Это был не формальный, не узкоспециальный спор, касающийся понятного только специалисту правила словосложения, но существенный, важный для всякого мыслящего человека мировоззренческий спор. Понятия «сейчас» для церковно-славянского языка не то чтобы не существовало, нет, он обладал известным набором инструментов для отображения настоящего времени, но само это настоящее время было для него определенно вторично. Для древнего языка «настоящее сейчас» и обитало в древности: в континууме евангельской эпохи.
Как же было поспеть русскому письменному языку XVIII века — с таким настроем, в таком раздвоенном состоянии — за языками Европы и даже своим же устным русским? Никак; он отражал «старину».
Пространство «старины», в которое помещал своего пользователя церковно-славянский язык, предполагало иные формы движения, схождения и расхождения времен и смыслов. Не «успевание», но «успение» его более интересовало, при этом (как справедливо отмечал в своих заметках Карамзин, исследуя несовпадение двух русских языков), указанное «успение» означало вовсе не «успеть» в смысле «поторопиться», но, напротив, «уснуть», замереть во времени.
Ко времени Карамзина расхождение двух русских языков сделалось определенно деструктивно. В таком случае очень вовремя является нашему «оптику», литератору, переводчику идея языкового «зеркала», связующего — как у доказавших правоту подобного подхода немцев — эпохи тогда и сейчас. Отсюда является идея развития в России грамматической и вслед за тем мировоззренческой рефлексии: в новом письменном языке, сохраняющем способность к различению своего «тогда», должна была открыться та Россия, что жила «сейчас».
Для этого наш «зрячий» искатель, переводчик в пространстве, Карамзин разбирал и собирал у себя в кабинете части оптической (поэтической) машины русского и немецкого языков. Не столько для поэзии, сколько для просвещения сознания как такового требовалась России новая машина из слов.
Вовремя явился этот «зрячий» переводчик. Россия в диалоге языков должна была оглянуться на себя. Взглянуть на себя со стороны через немецкое, до блеска отполированное «зеркало» — только что успешно отразившее и тем вместившее в свое смысловое поле пространство мировой истории.
И — настоящий момент, пространство «сейчас».
России прежде всего необходимо было проснуться во времени и пространстве «сейчас».
Великая идея.
Далее следует вывод, сам собой разумеющийся, вывод в духе эпохи, для которой механика мысли обязана быть продолжена механикой прямого действия.

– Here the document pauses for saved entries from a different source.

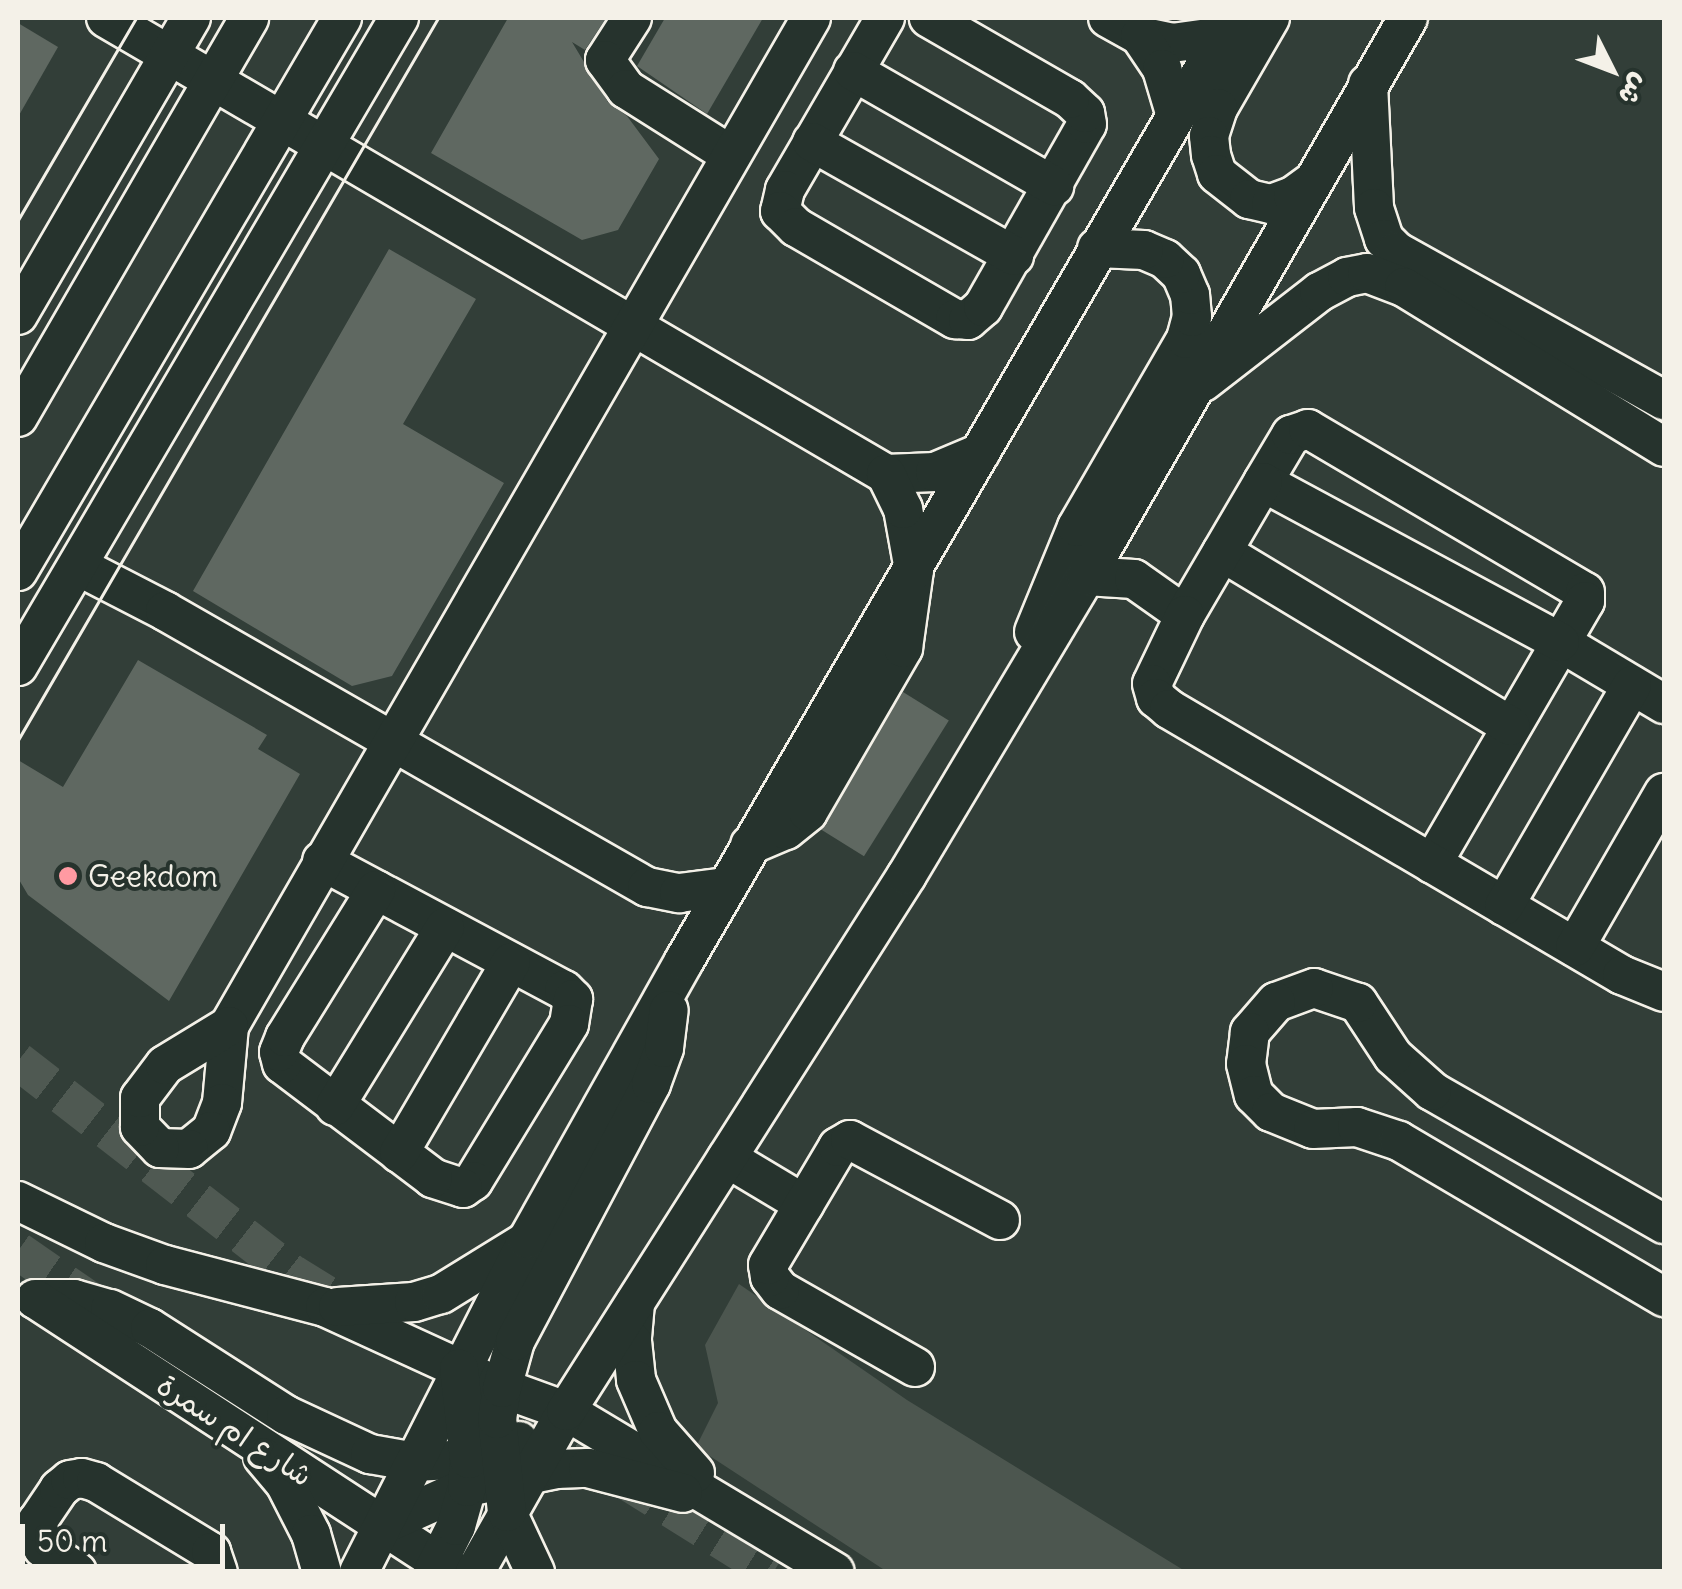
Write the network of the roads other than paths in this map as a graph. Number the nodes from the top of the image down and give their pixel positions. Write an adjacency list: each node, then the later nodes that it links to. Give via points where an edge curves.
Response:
1 (106, 18): 15 (street)
2 (191, 18): 15 (street)
3 (249, 18): 18 (street)
4 (342, 18): 21 (street)
5 (399, 18): 24 (street)
6 (632, 18): 23 (street, via 604,60 626,89)
7 (811, 18): 17 (street)
8 (885, 18): 16 (street)
9 (929, 18): 26 (street, via 1080,106 1087,124 1083,138)
10 (1108, 18): 14 (street)
11 (1270, 18): 25 (street, via 1218,108 1211,155 1217,174 1249,199 1271,204)
12 (1408, 18): 19 (street)
13 (1228, 27): 14 (street, via 1172,43); 20 (street)
14 (1140, 36): 20 (street, via 1162,69)
15 (169, 56): 18 (street); 29 (street)
16 (853, 70): 22 (street); 26 (street)
17 (774, 81): 22 (street); 23 (street)
18 (212, 82): 21 (street); 33 (street)
19 (1368, 84): 25 (street); 32 (street, via 1374,208 1384,239)
20 (1176, 116): 27 (street)
21 (283, 118): 24 (street); 34 (street)
22 (814, 138): 23 (street); 28 (street); 28 (street, via 780,212 955,319 978,314)
23 (738, 141): 30 (street)
24 (325, 143): 30 (street); 35 (street)
25 (1311, 182): 31 (street)
26 (1054, 186): 28 (street)
27 (1097, 248): 37 (street); 49 (street, via 1144,250 1165,259 1181,274 1192,317 1186,339 1059,562)
28 (1014, 256)
29 (18, 315)
30 (630, 325): 38 (street); 53 (street)
31 (1190, 392): 36 (street, via 1319,292 1367,273 1384,276); 40 (street)
32 (1664, 400)
33 (18, 417)
34 (106, 418): 35 (street); 44 (street)
35 (159, 428): 42 (street)
36 (1664, 447)
37 (980, 453): 38 (street, via 935,472); 43 (street)
38 (886, 474): 43 (street, via 903,509)
39 (1263, 482): 41 (street); 47 (street); 47 (street, via 1292,434 1308,429 1580,588 1585,600)
40 (1113, 528): 45 (street); 46 (street, via 1144,565)
41 (1222, 552): 46 (street); 52 (street)
42 (78, 566): 48 (street); 53 (street)
43 (914, 570): 57 (street)
44 (18, 571)
45 (1086, 576): 46 (street, via 1134,579); 49 (street)
46 (1192, 603): 56 (street, via 1157,668 1156,698)
47 (1560, 642): 50 (street); 52 (street)
48 (18, 666)
49 (1025, 678): 69 (street)
50 (1632, 686): 51 (street); 60 (street)
51 (1664, 704)
52 (1511, 726): 56 (street)
53 (392, 742): 55 (street); 58 (street)
54 (1664, 793): 62 (street)
55 (322, 861): 59 (street); 66 (street)
56 (1432, 864): 60 (street)
57 (726, 886): 58 (street, via 679,894); 64 (street)
58 (648, 888): 64 (street, via 666,912)
59 (376, 890): 61 (street); 67 (street, via 279,1052 282,1064)
60 (1504, 906): 62 (street)
61 (445, 927): 63 (street); 67 (street)
62 (1575, 947): 65 (street)
63 (511, 962): 68 (street); 68 (street, via 573,999 569,1024 463,1188)
64 (678, 972): 74 (street); 81 (street, via 651,1084 515,1341)
65 (1661, 983)
66 (229, 1026)
67 (334, 1106): 68 (street)
68 (399, 1153)
69 (727, 1158): 71 (street); 77 (street)
70 (18, 1201): 78 (street, via 104,1243)
71 (804, 1204): 72 (street, via 838,1147 850,1140); 79 (street, via 768,1265 770,1277 780,1290)
72 (1000, 1220)
73 (1664, 1224): 76 (street, via 1432,1090 1393,1056 1358,1003 1314,988 1276,1002 1250,1032 1246,1064 1254,1095 1271,1112 1313,1128 1357,1127 1399,1141)
74 (528, 1239): 78 (street, via 457,1286 414,1302); 80 (street)
75 (26, 1293): 83 (street, شارع ام سمرة); 84 (street, via 110,1309 320,1434 370,1454)
76 (1664, 1296)
77 (635, 1302): 82 (street); 86 (street, via 632,1341 645,1406 676,1454)
78 (324, 1307): 80 (street)
79 (915, 1368)
80 (459, 1369): 81 (street); 84 (street); 85 (street)
81 (502, 1388): 82 (street); 85 (street)
82 (562, 1418): 85 (street); 86 (street)
83 (252, 1444): 87 (street, شارع ام سمرة); 91 (street, via 285,1484)
84 (415, 1462): 85 (street); 87 (street)
85 (495, 1476): 86 (street, via 588,1468); 87 (street); 88 (street, via 456,1526); 93 (street); 94 (street)
86 (724, 1504): 95 (street)
87 (383, 1526): 88 (street, شارع ام سمرة); 92 (street)
88 (442, 1568)
89 (73, 1570): 90 (street, via 43,1548 37,1522 59,1489 82,1478 211,1552)
90 (218, 1572)
91 (322, 1572)
92 (359, 1572)
93 (475, 1572)
94 (534, 1572)
95 (836, 1572)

Карамзин собирается в Германию, в большое заграничное, «зазеркальное», «запредельное» путешествие.
IV
Путешествие, полагает он, есть лучший повод для обозрения чужих земель и нравов и непременно, если в дорогу отправляется человек мыслящий, — для самообозрения, для поселения в своей голове философского и исторического пространства.
Вот, кстати, вопрос: насколько в этом проекте сказалось влияние масонов? Их советы были попутны. Карамзин собирается в Европу на деньги, полученные после продажи отцовской вотчины близ Симбирска. Он едет сам; его поездка была в большей степени обязана живому любопытству, нежели наущениям Новикова и его братьев. Он везет их письма, обещает по пути выполнить просьбы и поручения, но главная цель — его собственная: следить за словом, наблюдать слово в Европе и Европу в слове.

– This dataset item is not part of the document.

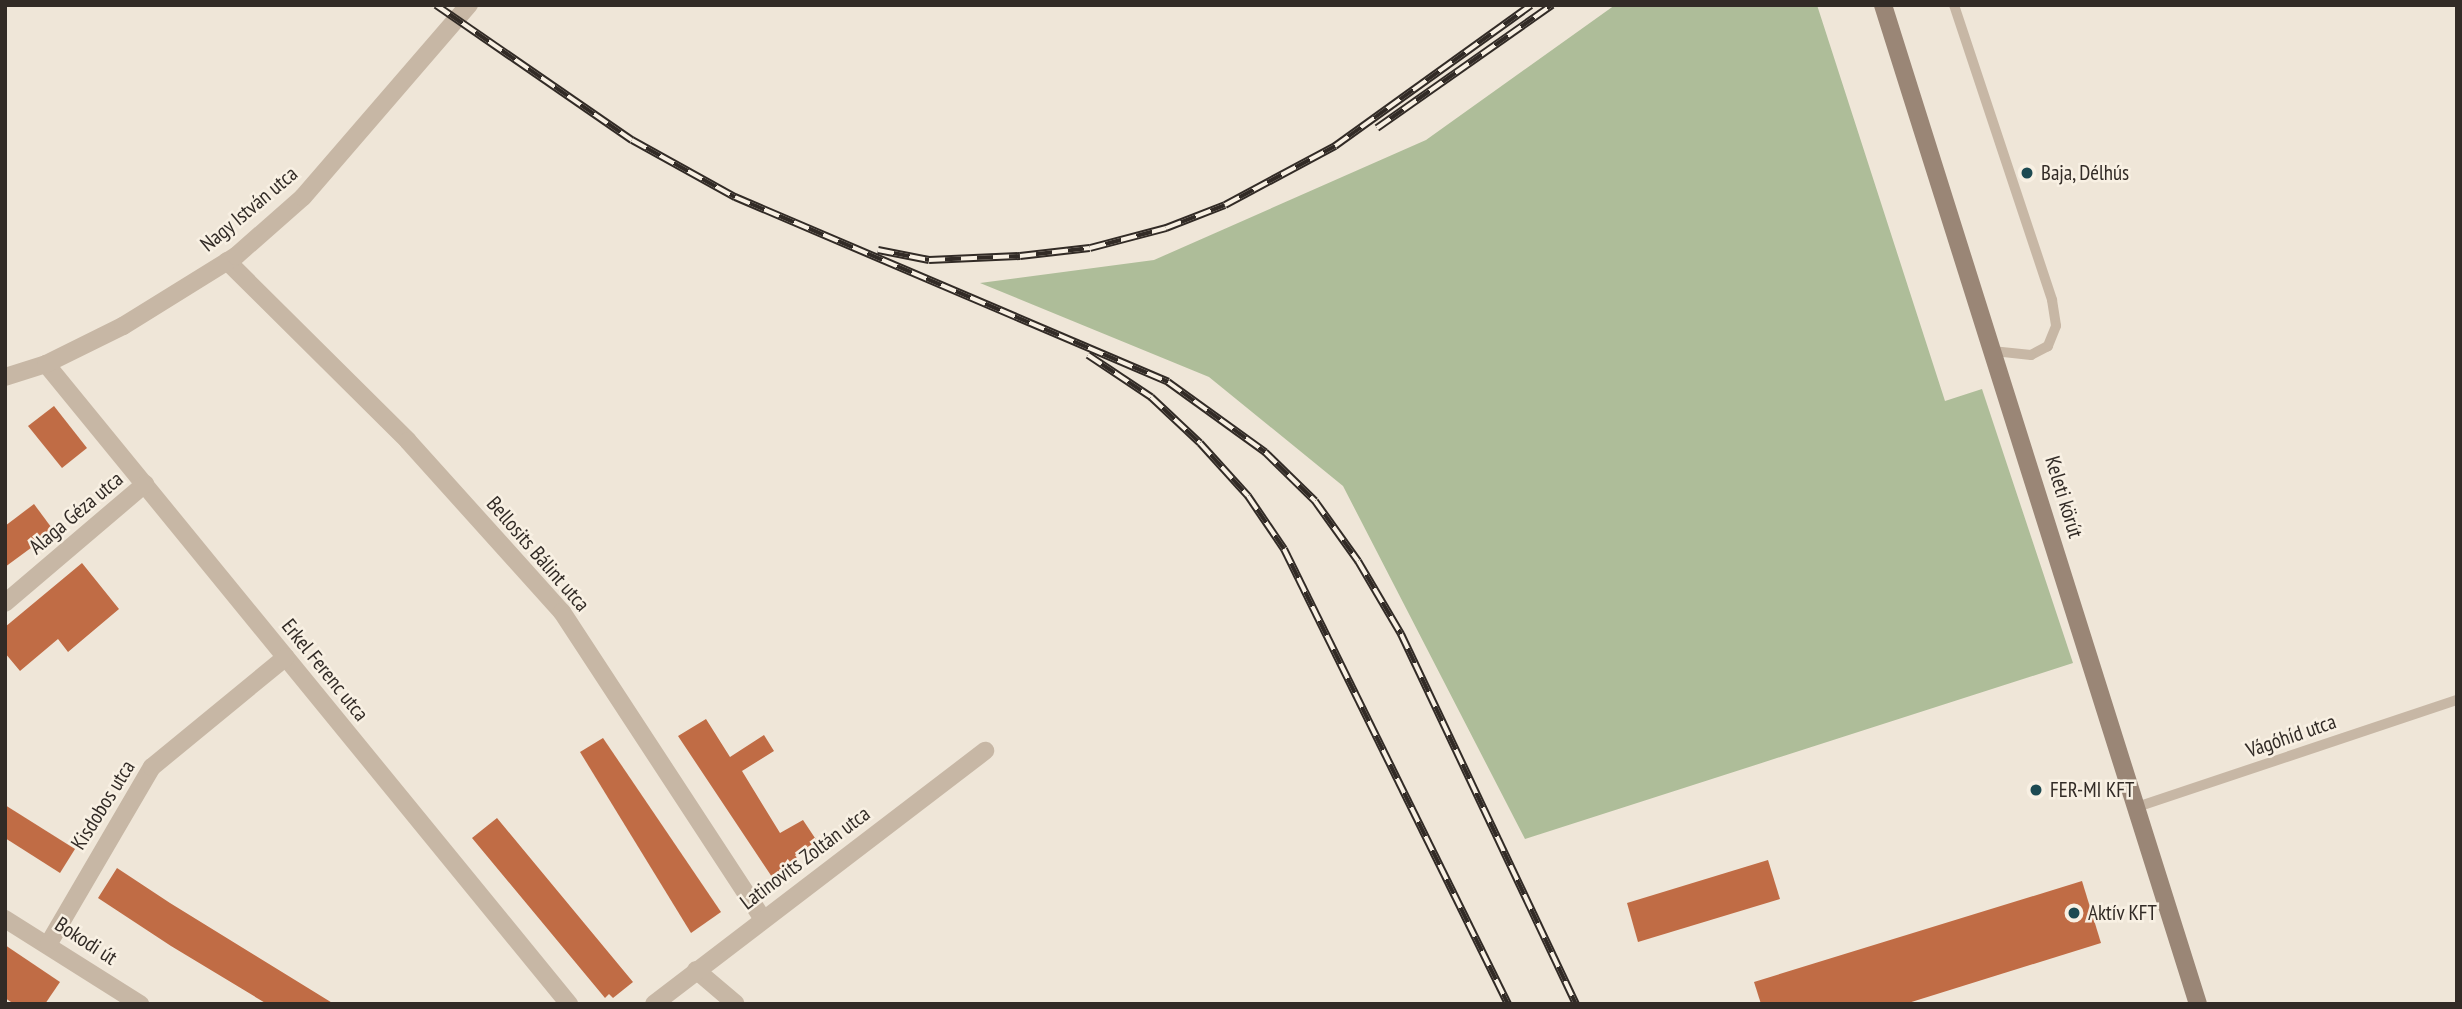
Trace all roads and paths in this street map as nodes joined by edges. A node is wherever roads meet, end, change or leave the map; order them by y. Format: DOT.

Его приятель и единомышленник (наверное, единомышленник) Ленц, предваряя поездку, рассказывает Карамзину сказку: что такое есть чертеж «пресветлого континента Европы».
Это инструкция весьма возвышенная; своего рода путеводитель, — кстати, Николай Михайлович на большей части своего пути будет ему прилежно следовать.
Итак, сказка Ленца. Есть возвышенный и светлый центр у Европы — Альпы, восставшие к самому небу срединные горы европейского мира. От этого центра во все стороны симметрично расходятся невидимые румбы (сознания), как если бы поверх континента была помещена огромная звезда — не морская, напротив, небесная. Лучи высшего знания бегут от нее на север, юг, запад и восток.
Ввиду этой волшебной звезды схема движения паломников по Европе должна быть такова: необходимо подняться каждому со своей стороны по ступеням Европы к верхней кромке Альп, совершить духовное восхождение. Конечной целью паломничества является Гельвеция (Швейцария) и в сердце ее Рейхенбахский водопад.
Как же не последовать Карамзину за этим путеводителем, если в Швейцарии, как раз неподалеку от водопада, проживает небожитель Лафатер, с которым ему непременно нужно повидаться?